Post by FlightMate »

I believe the FR brand some said would play in their favor (FR being always the cheapest option in people minds) can play an opposite effect here in BRU. Some people (like me) think they will never fly FR, because of that cheap experience (some have compared their pax as cattle, and behaving badly). I agree, it's maybe only an image. But it could hurt them. I can already see businessmen turning away as they consider the FR experience a no-go. And even if FR increase their level of service to an Easyjet-like, that image will stand for a bit longer.

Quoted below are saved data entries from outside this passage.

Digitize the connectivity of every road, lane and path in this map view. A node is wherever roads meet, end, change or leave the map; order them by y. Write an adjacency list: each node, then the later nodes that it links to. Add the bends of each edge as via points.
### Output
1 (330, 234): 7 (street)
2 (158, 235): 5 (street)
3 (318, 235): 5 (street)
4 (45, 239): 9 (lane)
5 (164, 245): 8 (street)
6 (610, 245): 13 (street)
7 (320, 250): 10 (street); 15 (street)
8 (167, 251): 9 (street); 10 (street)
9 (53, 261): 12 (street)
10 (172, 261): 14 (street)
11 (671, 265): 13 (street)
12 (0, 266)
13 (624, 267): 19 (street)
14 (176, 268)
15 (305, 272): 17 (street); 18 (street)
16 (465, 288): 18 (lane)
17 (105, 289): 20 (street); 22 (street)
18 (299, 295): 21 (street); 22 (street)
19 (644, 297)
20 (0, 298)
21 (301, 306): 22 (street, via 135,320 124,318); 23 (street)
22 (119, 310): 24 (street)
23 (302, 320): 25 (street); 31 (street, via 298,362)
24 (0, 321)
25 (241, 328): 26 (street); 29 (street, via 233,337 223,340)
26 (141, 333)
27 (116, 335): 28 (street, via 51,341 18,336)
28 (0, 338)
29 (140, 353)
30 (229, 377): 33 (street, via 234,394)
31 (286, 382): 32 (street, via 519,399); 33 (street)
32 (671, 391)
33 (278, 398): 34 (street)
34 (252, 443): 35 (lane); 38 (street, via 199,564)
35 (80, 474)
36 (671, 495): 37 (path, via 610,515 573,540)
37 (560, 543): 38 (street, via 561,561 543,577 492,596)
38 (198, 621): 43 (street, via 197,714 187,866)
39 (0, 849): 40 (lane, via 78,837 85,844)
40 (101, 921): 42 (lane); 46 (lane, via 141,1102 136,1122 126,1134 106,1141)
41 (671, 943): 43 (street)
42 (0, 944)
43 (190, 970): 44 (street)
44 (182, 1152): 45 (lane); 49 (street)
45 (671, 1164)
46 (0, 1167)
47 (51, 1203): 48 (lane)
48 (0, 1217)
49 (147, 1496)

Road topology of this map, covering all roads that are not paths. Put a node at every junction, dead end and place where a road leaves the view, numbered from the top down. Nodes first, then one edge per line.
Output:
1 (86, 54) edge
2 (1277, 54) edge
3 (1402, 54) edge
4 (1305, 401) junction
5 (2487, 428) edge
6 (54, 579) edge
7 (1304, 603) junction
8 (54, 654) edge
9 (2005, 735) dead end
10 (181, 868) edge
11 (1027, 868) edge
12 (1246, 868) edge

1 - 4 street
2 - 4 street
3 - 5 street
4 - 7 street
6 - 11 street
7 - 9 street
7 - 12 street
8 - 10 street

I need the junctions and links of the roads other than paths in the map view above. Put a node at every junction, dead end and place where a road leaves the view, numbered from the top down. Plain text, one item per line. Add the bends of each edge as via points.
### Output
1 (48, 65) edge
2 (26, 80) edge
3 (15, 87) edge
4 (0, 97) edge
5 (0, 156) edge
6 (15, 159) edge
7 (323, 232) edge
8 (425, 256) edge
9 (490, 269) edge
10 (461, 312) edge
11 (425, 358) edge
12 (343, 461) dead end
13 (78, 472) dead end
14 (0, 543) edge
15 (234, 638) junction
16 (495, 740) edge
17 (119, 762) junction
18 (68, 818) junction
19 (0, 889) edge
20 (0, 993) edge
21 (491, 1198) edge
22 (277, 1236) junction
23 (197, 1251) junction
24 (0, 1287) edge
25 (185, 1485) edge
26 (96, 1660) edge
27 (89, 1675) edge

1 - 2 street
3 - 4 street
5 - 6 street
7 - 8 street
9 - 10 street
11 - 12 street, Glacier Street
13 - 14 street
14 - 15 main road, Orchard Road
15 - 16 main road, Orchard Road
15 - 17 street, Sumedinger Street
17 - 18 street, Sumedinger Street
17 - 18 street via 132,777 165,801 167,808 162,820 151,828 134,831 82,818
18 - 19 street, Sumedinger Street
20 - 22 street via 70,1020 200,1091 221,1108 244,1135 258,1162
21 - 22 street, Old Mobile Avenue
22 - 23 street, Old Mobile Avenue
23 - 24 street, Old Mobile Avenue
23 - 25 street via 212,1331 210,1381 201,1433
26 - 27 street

Hence I see FR stealing pax from Flanders, who didn't want to go all the way to CRL for their holiday flight. And steal pax from themselves (in CRL). Only a few pax from SN then, but imagine just a family of 5 choosing FR over SN, that's 500-1000eur per return. It would cost millions to SN. Just when they are about to turn profitable.

Maybe the best way to go for SN would be to codeshare with FR.
It's probably cheaper to book 40-50 seats to FCO on FR for connecting pax than operate the flight themselves.

Sabena used to do it with VEX in the past (okay, it's not a good example, because Sabena was still a full service airline, and pax with 20.000FB tickets were sitting next to guys with 5000FB tickets. But nowadays, on European flights, the service in b.light is pretty similar than the one at FR. And if FR starts to improve their service, b.flex pax won't even be left disappointed).

The problem remains with business class connecting pax. These could be booked on other partner legacy carriers. (of course, price remaining the biggest issue)

And SN could focus on routes where there is genuine business demand, focusing on service for high yield passengers.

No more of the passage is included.